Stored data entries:
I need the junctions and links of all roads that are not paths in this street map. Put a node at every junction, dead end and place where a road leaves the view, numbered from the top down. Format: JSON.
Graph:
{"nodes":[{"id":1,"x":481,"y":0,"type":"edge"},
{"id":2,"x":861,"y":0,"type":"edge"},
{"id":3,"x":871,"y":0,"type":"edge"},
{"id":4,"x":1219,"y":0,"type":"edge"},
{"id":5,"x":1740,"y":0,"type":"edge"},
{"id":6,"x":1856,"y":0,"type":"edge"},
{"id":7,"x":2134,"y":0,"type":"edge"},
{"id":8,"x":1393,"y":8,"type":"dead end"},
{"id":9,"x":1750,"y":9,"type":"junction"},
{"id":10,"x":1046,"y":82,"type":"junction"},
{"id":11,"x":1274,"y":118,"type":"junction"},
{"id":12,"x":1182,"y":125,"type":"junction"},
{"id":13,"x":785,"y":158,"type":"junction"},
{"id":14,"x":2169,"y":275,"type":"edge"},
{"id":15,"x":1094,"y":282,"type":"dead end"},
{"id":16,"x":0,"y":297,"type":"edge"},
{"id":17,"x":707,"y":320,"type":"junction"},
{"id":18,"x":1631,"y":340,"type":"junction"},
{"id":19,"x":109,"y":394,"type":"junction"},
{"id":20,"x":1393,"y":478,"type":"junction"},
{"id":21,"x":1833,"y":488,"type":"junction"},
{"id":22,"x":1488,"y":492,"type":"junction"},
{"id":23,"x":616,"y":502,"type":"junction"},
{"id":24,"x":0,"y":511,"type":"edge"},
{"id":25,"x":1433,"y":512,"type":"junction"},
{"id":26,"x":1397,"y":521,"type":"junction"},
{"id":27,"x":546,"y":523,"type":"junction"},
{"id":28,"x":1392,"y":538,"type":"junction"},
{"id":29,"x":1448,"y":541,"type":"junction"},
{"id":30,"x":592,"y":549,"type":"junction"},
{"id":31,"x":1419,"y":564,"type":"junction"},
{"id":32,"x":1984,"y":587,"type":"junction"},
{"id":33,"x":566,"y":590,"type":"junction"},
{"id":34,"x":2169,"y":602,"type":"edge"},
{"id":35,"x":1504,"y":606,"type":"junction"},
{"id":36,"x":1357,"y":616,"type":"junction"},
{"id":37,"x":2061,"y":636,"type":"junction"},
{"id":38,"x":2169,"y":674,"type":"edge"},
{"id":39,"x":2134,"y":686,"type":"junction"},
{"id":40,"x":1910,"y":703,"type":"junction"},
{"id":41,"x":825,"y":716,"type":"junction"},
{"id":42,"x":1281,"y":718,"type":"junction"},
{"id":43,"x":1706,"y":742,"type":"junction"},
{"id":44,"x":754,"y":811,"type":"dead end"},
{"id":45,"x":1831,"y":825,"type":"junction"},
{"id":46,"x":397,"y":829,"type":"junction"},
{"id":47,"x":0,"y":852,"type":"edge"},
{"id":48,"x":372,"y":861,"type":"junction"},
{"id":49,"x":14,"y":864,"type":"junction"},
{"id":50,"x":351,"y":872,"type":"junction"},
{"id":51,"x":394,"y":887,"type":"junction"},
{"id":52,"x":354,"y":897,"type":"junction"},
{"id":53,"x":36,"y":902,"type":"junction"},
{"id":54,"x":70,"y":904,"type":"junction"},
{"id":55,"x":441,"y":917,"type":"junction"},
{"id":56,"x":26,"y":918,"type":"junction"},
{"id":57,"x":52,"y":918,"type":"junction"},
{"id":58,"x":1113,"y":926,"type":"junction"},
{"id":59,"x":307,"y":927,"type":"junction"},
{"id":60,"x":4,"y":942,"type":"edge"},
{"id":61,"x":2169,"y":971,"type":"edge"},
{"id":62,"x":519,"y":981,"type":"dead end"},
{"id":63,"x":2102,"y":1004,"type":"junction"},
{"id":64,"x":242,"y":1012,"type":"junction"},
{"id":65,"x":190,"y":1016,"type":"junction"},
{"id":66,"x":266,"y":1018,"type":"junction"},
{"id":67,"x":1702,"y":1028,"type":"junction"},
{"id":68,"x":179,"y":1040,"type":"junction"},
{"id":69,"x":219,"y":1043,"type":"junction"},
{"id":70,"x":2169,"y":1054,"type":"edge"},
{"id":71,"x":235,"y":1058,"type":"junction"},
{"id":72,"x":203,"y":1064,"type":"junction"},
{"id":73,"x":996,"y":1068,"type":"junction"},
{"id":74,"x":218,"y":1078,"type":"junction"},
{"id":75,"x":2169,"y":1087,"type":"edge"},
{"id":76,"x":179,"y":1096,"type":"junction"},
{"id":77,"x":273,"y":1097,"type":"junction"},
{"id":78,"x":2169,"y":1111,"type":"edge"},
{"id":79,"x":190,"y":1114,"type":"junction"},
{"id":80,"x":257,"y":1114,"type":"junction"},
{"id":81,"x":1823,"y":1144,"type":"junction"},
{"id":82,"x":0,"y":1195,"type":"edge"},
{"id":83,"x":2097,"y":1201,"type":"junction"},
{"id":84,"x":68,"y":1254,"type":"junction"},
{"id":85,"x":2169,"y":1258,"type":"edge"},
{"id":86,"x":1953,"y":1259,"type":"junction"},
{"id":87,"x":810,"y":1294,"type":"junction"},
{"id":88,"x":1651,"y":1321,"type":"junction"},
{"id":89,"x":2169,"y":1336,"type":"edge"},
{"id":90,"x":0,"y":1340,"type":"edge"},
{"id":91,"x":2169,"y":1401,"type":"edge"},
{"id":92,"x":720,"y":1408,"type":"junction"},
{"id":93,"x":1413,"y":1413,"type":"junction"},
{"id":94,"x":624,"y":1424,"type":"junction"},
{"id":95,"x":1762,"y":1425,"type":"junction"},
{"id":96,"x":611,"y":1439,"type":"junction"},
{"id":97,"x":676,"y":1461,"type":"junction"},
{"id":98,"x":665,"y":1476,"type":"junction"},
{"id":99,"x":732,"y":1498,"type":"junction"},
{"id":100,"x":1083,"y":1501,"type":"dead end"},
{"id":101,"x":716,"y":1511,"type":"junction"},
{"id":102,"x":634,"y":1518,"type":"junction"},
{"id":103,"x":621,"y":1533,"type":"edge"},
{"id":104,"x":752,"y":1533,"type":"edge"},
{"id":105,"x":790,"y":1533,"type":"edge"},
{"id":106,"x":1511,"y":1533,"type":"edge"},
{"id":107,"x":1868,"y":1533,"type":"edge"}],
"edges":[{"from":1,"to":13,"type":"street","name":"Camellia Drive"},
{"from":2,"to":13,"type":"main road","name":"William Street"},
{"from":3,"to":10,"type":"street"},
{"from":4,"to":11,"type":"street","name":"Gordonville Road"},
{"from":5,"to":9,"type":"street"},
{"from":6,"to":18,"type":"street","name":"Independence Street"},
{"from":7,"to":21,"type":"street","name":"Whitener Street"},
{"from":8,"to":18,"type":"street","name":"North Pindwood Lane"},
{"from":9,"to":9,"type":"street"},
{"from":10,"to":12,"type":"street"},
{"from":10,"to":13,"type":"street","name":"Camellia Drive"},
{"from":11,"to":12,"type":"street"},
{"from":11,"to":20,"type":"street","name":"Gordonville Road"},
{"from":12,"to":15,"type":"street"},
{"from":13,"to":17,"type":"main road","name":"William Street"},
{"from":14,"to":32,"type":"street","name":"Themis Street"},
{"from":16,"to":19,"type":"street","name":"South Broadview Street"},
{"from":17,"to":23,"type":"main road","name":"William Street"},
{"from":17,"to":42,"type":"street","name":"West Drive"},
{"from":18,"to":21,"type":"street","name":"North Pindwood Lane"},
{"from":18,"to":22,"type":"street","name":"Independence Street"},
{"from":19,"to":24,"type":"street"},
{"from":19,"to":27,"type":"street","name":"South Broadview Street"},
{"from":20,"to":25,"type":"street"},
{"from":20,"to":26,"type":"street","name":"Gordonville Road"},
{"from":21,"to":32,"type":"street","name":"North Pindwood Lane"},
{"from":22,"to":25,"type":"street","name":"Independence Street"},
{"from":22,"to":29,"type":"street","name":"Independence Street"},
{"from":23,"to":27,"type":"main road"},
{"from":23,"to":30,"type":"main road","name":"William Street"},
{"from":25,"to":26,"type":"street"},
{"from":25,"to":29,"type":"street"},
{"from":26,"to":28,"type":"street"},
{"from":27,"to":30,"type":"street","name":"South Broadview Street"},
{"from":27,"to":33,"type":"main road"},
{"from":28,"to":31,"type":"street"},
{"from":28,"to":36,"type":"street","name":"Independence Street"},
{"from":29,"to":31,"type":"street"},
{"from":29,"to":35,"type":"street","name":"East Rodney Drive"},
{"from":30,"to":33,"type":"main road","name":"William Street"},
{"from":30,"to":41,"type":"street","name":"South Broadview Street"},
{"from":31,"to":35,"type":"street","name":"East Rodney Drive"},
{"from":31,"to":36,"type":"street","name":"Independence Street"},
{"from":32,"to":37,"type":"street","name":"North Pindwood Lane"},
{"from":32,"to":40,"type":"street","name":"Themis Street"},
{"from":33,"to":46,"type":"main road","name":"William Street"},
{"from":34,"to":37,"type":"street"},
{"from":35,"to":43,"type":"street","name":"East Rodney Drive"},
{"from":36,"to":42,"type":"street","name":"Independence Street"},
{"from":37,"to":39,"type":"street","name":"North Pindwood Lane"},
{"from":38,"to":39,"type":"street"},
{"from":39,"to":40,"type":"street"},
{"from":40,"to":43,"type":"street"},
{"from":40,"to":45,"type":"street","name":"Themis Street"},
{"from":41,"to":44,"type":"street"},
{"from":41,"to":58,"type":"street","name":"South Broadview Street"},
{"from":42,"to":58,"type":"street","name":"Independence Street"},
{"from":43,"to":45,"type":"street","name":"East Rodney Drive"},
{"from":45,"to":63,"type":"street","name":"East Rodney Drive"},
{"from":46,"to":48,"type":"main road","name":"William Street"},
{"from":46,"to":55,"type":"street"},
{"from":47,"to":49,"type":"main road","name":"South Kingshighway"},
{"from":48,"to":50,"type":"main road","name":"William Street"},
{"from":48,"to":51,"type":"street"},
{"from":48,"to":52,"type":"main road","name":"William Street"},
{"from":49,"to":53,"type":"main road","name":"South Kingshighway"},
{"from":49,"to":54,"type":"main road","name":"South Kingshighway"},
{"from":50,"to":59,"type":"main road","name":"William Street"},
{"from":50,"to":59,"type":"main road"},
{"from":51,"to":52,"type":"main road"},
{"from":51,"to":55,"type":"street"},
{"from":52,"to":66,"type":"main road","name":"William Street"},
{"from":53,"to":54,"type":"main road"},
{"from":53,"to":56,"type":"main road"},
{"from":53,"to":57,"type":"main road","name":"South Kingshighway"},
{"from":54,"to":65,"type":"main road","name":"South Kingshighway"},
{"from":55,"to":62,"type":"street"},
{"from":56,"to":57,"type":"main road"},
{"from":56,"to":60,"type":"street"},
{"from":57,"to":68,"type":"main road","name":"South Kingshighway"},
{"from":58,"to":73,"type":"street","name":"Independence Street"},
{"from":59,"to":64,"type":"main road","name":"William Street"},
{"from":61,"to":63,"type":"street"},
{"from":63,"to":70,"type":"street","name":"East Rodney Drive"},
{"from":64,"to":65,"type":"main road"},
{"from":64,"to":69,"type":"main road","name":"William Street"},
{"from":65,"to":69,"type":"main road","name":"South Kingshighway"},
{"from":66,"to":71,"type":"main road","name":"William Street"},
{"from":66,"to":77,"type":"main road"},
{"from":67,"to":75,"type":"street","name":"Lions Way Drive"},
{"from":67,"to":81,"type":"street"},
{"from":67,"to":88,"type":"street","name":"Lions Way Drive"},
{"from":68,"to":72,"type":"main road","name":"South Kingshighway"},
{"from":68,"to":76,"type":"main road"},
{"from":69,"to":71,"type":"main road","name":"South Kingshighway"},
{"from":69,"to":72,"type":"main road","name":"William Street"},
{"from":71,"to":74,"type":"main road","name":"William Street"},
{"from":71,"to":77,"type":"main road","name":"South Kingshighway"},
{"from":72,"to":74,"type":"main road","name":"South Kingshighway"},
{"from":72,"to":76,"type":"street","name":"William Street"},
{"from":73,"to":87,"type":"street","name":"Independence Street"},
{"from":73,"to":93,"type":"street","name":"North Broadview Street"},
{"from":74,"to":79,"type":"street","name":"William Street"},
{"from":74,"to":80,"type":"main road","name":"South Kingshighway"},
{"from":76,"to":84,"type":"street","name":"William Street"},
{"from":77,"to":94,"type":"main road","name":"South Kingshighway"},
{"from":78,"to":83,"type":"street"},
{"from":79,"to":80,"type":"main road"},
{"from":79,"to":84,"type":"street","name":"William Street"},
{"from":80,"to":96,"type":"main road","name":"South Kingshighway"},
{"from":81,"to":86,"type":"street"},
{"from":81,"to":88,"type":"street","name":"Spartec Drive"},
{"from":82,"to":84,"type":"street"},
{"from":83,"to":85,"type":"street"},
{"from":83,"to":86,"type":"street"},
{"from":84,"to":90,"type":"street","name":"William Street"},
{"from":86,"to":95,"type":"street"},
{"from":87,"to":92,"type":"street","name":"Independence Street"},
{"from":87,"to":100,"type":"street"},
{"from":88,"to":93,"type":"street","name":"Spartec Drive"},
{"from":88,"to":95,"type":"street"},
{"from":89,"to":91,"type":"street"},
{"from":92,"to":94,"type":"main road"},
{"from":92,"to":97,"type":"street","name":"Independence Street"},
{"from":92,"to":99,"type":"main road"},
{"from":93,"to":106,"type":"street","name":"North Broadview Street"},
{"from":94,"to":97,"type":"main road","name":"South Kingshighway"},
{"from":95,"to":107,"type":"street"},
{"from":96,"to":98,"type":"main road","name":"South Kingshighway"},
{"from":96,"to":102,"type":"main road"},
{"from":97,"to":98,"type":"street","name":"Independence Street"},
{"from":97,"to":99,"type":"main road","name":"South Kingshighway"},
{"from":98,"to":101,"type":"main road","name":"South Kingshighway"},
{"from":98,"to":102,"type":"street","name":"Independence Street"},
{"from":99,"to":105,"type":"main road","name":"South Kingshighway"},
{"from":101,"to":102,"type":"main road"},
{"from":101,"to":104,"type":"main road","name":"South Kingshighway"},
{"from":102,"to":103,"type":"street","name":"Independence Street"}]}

● Required action
Read through the data above. Report each line that has the word "Gordonville".

● Final answer
{"from":4,"to":11,"type":"street","name":"Gordonville Road"},
{"from":11,"to":20,"type":"street","name":"Gordonville Road"},
{"from":20,"to":26,"type":"street","name":"Gordonville Road"},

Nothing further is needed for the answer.